__Exercise__. Below are records; work out how many of their lines hold the string "leaves" and give that number alone.

__Data extracts__.
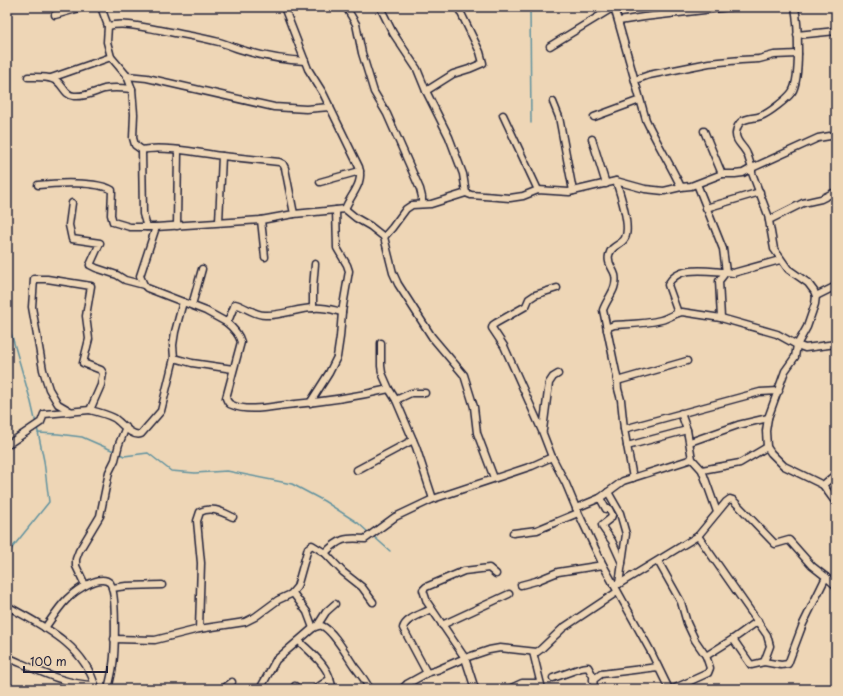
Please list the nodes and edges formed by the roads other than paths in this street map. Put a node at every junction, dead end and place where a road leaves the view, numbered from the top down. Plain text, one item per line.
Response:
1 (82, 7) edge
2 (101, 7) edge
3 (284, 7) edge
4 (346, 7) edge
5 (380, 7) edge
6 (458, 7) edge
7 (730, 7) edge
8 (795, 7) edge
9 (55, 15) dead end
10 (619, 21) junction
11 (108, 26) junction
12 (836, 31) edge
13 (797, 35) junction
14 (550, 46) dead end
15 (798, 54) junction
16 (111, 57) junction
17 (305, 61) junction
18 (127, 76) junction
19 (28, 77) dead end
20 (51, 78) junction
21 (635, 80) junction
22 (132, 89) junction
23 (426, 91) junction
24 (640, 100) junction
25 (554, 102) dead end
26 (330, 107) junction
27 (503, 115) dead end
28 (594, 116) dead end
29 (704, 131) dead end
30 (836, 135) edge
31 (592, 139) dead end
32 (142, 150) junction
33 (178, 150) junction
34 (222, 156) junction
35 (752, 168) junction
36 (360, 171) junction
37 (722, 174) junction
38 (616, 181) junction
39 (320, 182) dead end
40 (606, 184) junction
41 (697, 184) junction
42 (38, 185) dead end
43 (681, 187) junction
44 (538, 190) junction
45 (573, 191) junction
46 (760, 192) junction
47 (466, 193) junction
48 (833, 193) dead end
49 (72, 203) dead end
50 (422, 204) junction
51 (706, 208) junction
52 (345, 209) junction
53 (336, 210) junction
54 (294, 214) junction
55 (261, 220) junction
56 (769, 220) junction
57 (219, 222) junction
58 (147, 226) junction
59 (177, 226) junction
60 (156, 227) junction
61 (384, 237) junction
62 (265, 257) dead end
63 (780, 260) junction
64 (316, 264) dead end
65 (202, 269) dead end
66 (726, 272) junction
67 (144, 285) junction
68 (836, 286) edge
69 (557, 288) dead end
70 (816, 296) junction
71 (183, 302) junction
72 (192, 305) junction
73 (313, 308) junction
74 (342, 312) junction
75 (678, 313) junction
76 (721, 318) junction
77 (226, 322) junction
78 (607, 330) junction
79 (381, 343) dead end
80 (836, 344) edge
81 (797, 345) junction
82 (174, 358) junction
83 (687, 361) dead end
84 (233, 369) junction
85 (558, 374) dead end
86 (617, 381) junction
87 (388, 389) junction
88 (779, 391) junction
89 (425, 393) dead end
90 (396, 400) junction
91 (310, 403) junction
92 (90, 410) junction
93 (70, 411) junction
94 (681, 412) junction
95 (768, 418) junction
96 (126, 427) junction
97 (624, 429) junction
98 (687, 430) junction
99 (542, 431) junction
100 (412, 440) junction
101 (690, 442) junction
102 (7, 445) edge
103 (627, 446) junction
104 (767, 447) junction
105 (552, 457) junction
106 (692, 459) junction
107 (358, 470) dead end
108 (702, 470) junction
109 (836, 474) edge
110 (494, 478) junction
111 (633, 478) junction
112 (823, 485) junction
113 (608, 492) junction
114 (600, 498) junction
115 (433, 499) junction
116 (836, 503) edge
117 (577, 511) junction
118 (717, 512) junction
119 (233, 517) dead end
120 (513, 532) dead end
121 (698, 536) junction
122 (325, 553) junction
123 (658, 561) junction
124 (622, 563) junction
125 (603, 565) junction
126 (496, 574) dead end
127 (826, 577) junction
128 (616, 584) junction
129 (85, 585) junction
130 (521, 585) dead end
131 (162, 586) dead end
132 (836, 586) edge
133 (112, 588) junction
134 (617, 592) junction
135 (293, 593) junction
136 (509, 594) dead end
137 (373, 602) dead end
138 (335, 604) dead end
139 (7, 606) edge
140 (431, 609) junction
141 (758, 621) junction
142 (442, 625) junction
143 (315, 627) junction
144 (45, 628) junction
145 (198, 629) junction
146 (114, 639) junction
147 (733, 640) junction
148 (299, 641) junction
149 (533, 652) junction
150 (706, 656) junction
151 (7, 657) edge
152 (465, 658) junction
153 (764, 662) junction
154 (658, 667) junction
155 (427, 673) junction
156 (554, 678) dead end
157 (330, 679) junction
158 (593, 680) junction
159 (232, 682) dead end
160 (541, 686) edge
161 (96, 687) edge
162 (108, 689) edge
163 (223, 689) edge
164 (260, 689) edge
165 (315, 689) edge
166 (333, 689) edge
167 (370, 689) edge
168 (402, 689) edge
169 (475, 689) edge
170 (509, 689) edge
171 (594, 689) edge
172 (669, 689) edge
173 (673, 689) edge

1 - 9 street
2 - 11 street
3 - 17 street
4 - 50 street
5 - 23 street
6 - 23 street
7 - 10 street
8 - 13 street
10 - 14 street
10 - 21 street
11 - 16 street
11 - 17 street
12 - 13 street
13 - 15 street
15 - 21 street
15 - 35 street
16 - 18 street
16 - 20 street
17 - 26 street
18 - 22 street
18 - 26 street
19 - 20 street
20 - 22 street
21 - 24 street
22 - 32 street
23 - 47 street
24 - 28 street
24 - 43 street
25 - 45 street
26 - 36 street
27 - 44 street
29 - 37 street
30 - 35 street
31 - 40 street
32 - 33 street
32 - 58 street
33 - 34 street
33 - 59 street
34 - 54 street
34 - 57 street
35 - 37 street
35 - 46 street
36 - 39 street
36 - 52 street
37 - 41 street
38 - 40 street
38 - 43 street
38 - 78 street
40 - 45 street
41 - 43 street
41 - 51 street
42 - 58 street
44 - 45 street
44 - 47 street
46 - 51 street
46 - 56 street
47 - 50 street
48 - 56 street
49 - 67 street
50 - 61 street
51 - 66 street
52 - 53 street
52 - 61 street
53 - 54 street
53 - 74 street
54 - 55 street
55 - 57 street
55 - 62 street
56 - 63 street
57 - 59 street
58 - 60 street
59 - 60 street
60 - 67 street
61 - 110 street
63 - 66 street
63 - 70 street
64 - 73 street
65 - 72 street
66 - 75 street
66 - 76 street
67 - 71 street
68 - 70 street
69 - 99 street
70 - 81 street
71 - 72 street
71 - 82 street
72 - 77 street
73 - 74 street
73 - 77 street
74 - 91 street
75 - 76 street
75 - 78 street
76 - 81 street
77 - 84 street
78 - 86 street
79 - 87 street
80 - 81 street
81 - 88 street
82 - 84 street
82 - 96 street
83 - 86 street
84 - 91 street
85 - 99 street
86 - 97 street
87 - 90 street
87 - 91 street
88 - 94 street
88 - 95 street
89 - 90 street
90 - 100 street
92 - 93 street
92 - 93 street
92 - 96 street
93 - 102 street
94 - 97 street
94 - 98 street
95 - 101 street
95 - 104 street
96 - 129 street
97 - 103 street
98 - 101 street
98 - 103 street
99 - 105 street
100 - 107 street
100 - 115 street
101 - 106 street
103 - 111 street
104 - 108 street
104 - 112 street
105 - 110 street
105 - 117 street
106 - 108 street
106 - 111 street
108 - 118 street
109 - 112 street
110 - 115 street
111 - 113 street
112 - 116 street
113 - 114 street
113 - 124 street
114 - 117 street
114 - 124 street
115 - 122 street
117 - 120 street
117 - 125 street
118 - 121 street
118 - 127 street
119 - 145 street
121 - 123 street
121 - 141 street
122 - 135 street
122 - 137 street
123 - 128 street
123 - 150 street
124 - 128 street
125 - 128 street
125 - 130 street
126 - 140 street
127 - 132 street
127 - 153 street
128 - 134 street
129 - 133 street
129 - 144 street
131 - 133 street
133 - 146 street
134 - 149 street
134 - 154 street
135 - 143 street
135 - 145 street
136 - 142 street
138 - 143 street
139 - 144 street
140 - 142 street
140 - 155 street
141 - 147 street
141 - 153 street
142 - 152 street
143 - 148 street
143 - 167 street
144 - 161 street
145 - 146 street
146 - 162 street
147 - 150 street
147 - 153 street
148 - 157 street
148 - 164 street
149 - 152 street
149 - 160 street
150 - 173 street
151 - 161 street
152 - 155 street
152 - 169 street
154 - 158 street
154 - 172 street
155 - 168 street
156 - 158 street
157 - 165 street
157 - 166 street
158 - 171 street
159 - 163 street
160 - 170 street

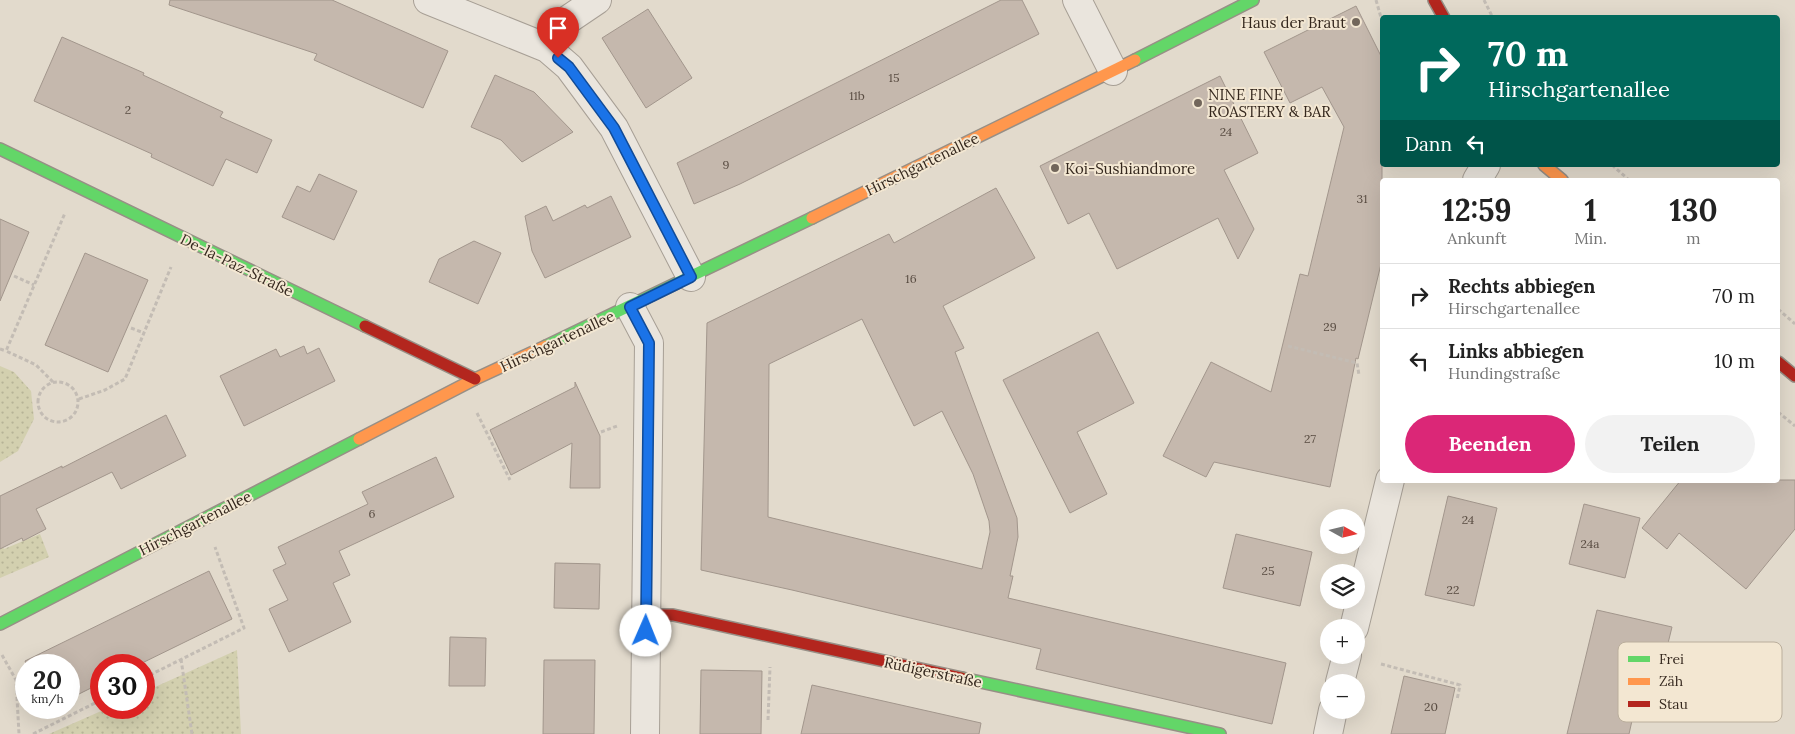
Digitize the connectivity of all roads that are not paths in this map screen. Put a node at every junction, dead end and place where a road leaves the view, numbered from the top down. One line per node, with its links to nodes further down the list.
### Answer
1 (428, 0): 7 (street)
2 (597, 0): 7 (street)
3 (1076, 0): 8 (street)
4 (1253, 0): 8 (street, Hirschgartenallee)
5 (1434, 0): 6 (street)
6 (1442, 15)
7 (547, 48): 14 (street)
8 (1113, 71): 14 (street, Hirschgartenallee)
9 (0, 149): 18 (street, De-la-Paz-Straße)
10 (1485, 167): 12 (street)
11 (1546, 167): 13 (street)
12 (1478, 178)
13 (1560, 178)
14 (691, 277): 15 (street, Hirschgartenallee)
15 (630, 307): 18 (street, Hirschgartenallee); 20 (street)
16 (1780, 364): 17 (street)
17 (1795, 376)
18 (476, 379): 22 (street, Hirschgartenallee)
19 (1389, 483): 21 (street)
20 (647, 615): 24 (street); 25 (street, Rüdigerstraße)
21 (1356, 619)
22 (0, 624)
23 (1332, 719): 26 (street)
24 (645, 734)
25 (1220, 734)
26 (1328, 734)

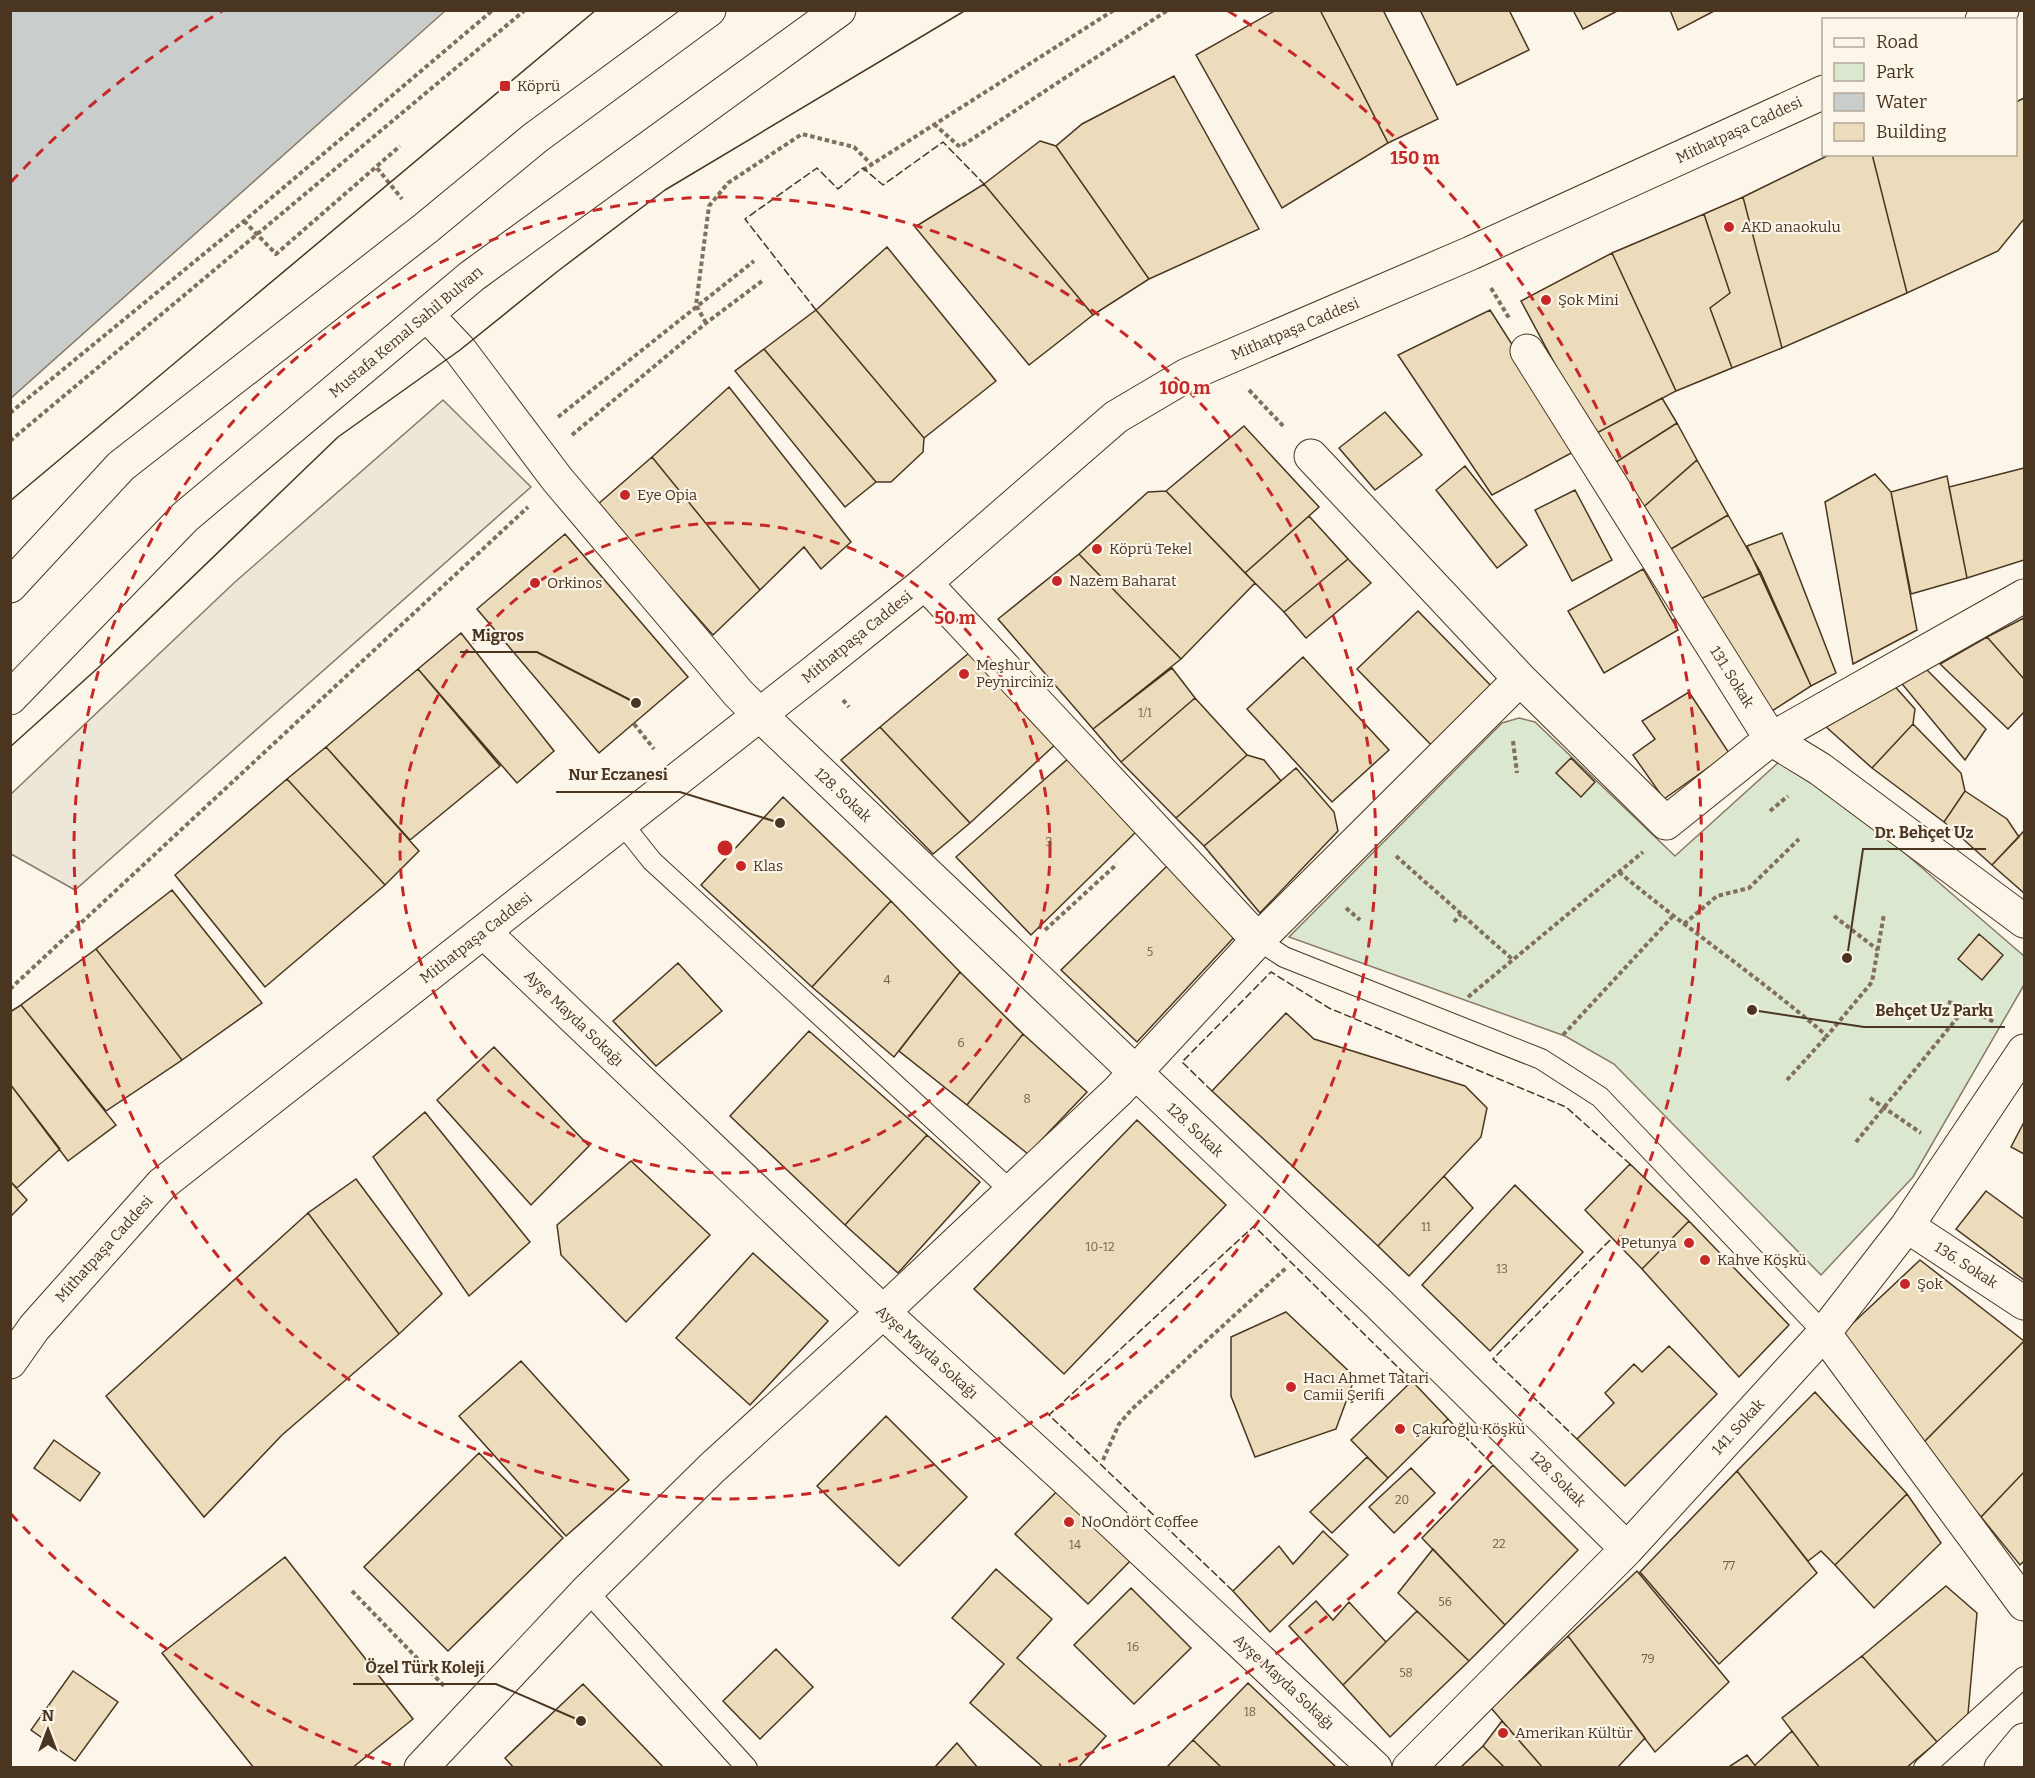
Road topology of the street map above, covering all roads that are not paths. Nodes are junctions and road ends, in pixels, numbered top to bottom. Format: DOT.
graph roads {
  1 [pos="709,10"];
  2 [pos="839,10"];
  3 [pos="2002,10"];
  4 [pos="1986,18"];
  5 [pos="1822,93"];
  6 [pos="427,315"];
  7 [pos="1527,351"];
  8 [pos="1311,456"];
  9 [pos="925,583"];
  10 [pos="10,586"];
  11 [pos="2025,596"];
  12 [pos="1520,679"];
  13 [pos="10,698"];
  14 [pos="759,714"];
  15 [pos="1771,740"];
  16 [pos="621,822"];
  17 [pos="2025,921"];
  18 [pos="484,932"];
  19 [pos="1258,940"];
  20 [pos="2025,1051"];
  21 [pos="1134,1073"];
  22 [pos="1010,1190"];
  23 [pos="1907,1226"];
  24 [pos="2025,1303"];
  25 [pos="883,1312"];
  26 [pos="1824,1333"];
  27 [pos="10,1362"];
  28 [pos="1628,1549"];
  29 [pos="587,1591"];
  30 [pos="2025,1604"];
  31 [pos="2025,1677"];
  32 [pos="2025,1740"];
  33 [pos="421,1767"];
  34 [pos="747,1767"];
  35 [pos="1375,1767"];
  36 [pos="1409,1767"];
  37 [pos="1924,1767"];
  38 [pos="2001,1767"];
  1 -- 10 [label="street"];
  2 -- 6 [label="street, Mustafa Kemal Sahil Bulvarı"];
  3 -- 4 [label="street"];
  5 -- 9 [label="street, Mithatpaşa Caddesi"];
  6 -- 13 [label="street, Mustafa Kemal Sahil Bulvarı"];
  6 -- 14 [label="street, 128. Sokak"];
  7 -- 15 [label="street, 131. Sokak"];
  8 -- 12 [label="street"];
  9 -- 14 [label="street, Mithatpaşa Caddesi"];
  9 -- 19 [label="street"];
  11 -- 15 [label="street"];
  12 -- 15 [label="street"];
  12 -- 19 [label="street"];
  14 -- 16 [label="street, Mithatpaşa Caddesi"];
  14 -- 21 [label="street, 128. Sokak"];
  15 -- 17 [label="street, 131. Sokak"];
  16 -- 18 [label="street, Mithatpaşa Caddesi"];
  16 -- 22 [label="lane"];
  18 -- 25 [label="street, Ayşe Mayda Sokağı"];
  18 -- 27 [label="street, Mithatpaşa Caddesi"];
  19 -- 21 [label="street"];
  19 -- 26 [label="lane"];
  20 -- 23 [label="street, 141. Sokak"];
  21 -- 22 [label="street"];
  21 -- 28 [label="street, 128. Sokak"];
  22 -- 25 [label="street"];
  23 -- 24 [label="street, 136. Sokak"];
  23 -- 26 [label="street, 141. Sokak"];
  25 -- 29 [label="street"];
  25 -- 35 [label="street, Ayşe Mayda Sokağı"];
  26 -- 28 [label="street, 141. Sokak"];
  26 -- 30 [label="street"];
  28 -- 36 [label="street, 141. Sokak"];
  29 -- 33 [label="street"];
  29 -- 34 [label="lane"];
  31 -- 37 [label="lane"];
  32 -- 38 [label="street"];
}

__Task response__. 2